## [Assignment]
Lines below containing the word "that" should be copied out.

++++ Source information ++++

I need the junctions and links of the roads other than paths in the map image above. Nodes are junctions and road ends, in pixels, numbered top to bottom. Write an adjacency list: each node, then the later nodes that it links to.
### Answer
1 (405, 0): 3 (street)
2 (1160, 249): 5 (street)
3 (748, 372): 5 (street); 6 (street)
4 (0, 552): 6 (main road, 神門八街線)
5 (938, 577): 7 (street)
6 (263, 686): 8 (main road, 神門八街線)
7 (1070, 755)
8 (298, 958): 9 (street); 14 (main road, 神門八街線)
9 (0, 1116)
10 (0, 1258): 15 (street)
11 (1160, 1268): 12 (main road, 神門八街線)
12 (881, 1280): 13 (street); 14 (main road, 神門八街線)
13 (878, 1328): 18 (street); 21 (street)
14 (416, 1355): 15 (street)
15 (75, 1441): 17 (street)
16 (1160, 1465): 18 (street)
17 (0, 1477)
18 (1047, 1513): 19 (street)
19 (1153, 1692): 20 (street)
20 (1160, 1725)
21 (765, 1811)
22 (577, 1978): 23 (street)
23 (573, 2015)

++++
++++ Source information ++++

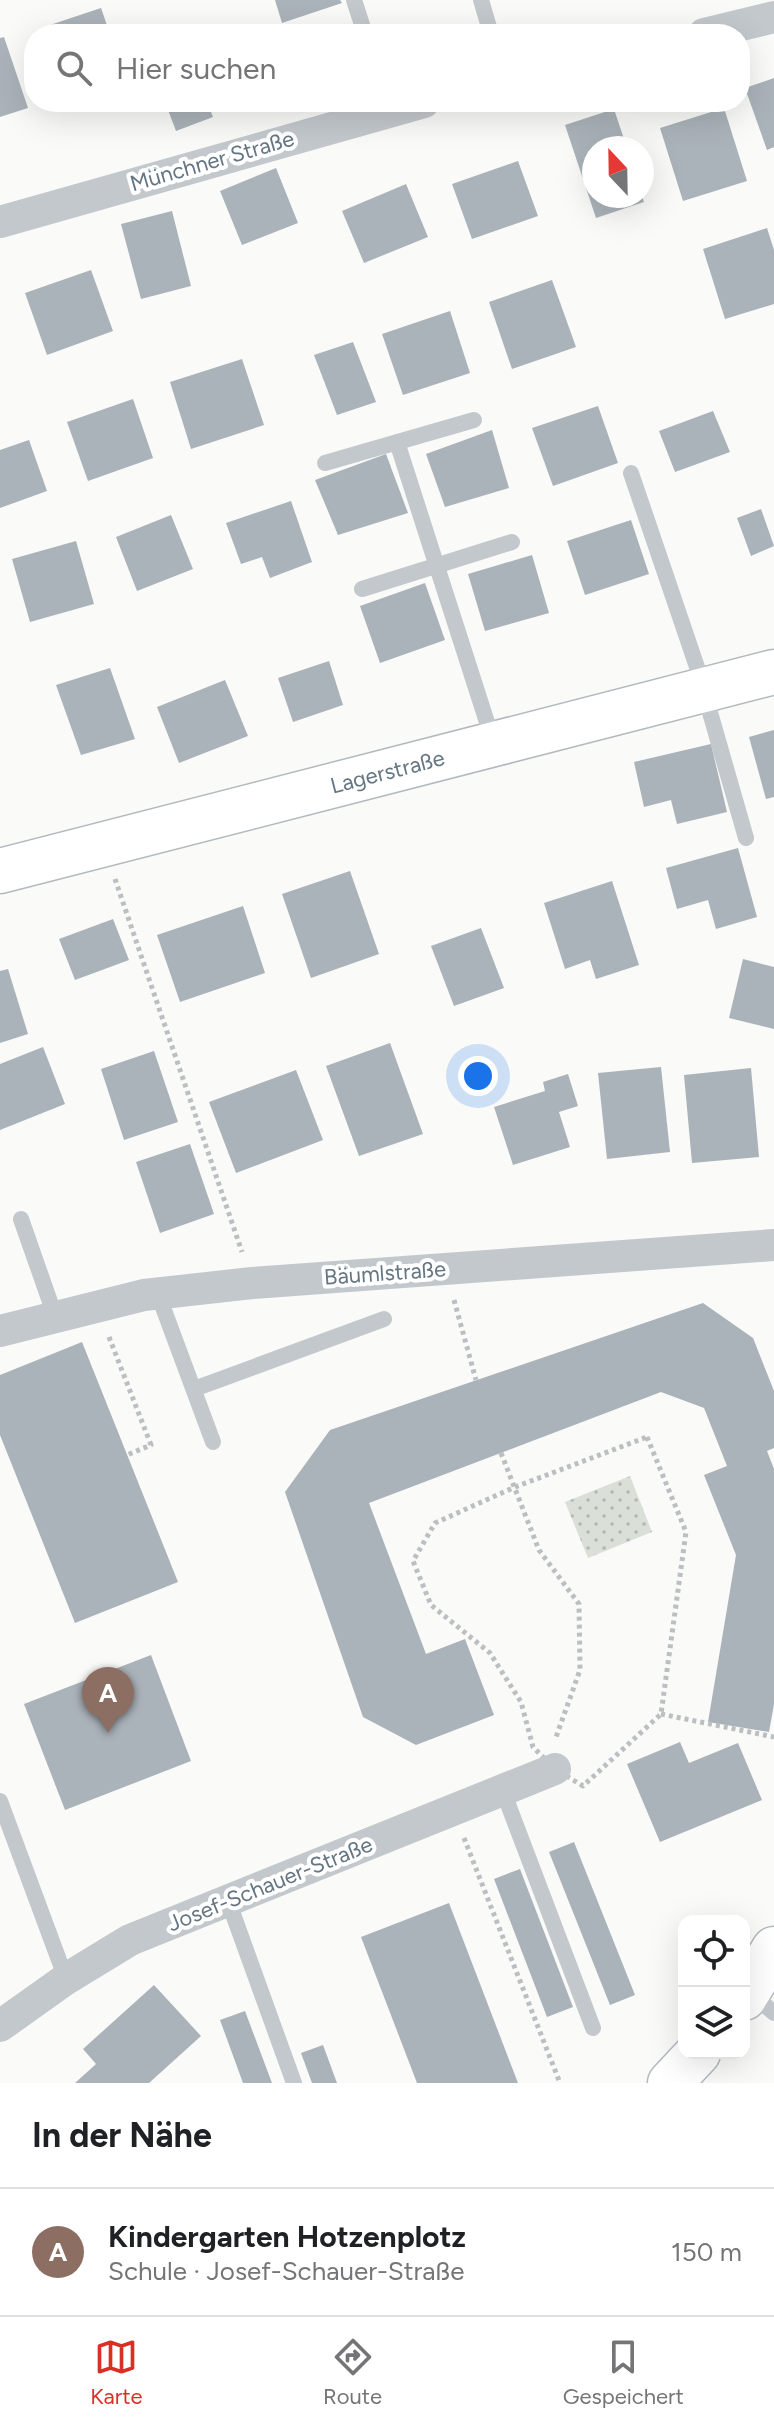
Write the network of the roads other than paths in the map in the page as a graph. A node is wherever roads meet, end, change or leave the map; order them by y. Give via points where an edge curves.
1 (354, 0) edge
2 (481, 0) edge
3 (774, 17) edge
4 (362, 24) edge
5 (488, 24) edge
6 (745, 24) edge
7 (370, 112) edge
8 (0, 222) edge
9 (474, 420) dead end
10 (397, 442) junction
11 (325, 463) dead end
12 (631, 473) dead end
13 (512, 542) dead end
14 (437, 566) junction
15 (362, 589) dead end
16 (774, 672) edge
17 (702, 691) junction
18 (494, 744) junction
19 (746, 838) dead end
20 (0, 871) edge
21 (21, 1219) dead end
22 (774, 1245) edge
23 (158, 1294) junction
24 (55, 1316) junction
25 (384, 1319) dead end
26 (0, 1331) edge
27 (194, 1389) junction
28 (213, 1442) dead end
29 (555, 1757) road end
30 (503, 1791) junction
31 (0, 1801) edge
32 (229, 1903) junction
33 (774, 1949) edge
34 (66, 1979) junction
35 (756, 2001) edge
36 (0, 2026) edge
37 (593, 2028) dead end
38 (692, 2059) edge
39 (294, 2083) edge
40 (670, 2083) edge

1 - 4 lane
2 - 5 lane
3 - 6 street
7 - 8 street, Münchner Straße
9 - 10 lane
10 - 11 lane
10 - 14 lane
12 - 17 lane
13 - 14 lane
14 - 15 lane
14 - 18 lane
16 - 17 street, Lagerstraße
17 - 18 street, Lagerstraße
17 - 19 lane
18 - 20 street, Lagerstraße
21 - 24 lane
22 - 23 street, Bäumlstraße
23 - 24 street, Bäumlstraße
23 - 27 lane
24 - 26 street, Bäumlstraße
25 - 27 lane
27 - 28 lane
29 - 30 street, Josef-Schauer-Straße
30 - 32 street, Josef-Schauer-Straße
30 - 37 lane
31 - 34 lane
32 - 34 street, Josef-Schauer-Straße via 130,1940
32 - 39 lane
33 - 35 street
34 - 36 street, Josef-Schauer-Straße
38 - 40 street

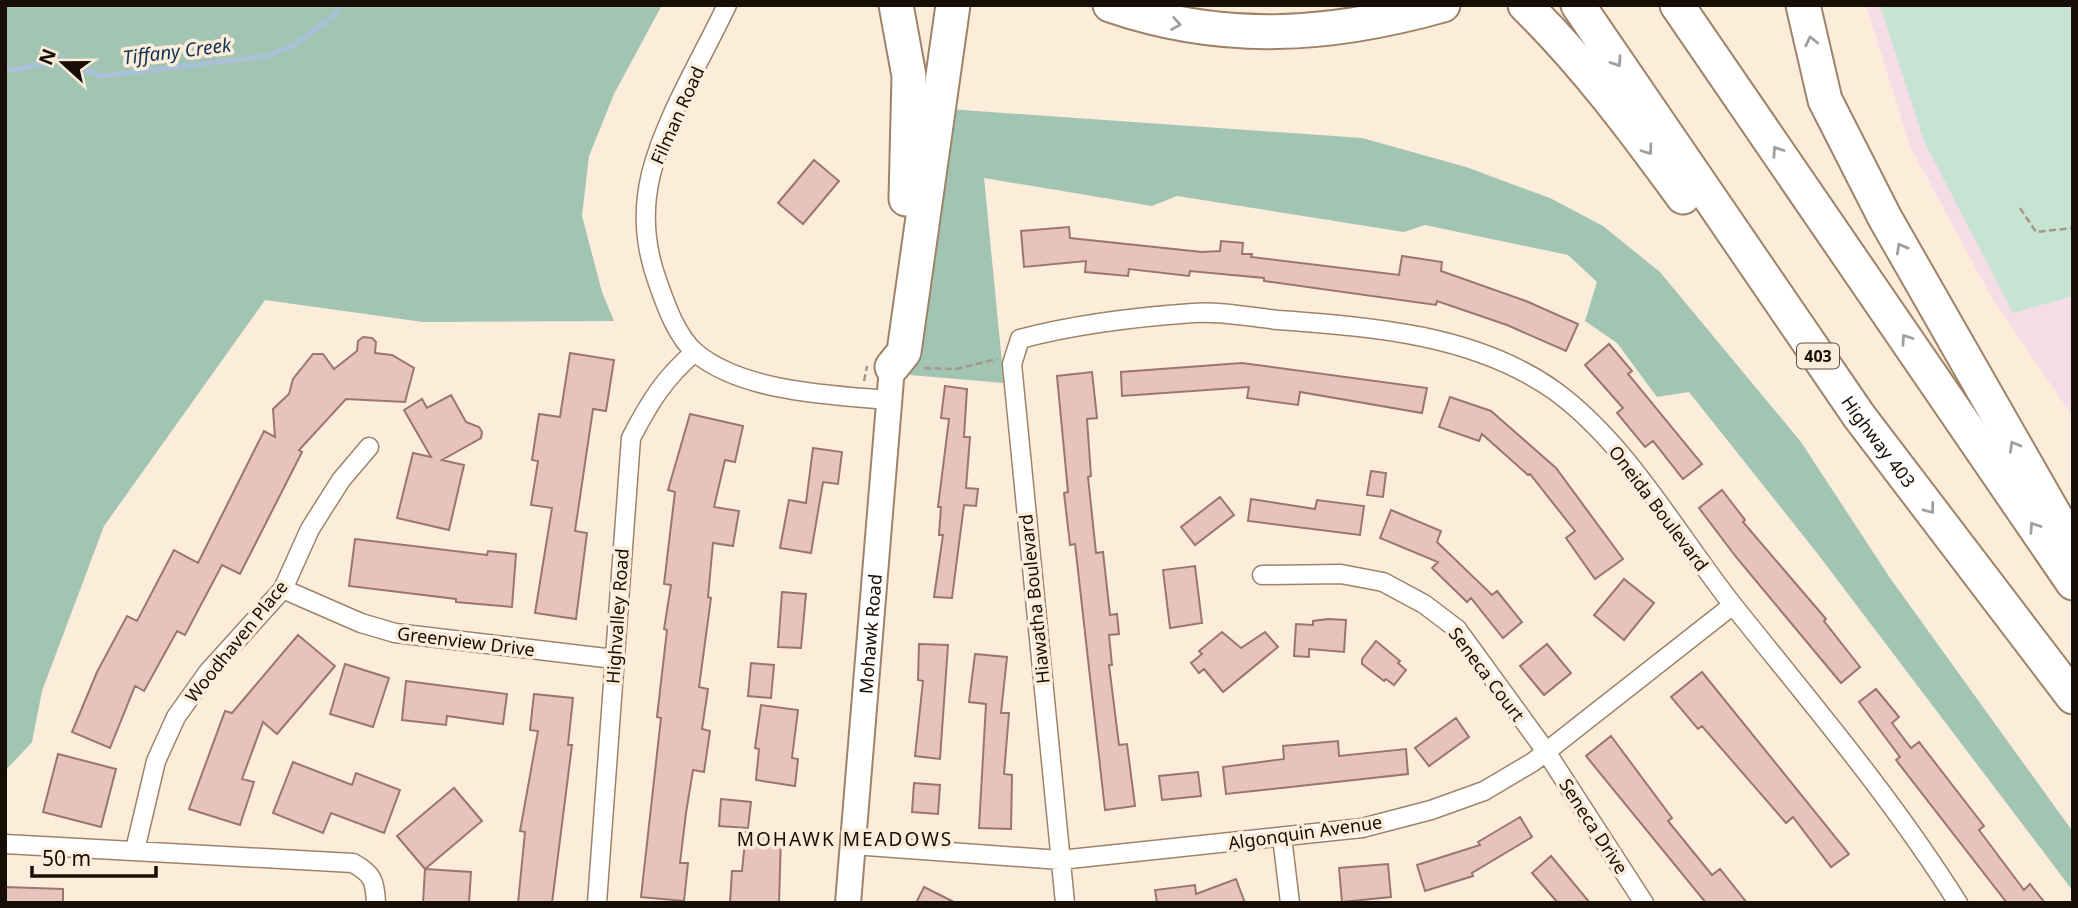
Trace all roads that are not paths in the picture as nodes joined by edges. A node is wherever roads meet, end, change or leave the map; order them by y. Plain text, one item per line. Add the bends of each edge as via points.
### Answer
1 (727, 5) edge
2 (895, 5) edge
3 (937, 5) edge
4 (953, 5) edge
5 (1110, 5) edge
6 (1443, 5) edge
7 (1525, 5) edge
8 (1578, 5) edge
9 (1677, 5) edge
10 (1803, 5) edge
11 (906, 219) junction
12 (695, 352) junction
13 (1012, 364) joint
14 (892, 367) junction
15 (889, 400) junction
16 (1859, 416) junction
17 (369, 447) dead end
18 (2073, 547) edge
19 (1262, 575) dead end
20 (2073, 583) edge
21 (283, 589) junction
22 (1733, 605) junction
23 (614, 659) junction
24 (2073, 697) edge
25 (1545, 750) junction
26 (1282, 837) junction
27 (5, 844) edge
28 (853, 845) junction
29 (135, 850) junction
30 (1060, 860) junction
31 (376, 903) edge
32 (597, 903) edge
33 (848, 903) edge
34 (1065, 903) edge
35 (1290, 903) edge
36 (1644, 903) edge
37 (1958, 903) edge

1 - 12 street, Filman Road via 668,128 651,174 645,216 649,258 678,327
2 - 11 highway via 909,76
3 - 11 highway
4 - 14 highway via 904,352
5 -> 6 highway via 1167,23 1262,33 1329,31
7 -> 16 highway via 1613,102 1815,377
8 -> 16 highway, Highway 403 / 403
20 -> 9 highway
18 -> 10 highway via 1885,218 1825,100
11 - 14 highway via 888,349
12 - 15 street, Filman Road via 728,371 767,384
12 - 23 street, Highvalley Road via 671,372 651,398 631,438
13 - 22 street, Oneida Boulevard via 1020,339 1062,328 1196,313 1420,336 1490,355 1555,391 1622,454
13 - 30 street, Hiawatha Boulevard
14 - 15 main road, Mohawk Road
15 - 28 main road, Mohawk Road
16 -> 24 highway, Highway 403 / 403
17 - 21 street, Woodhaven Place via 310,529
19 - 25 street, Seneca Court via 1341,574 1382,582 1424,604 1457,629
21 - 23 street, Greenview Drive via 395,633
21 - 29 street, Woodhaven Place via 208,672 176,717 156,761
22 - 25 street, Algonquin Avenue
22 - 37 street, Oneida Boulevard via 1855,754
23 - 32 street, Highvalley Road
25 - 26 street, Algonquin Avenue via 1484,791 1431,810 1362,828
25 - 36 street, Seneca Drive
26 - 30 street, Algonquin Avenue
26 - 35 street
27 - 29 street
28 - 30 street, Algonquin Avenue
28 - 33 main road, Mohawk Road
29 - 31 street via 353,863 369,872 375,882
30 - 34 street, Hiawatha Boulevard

++++

## [Response]
I need the junctions and links of the roads other than paths in the map image above. Nodes are junctions and road ends, in pixels, numbered top to bottom. Write an adjacency list: each node, then the later nodes that it links to.
Trace all roads that are not paths in the picture as nodes joined by edges. A node is wherever roads meet, end, change or leave the map; order them by y. Plain text, one item per line. Add the bends of each edge as via points.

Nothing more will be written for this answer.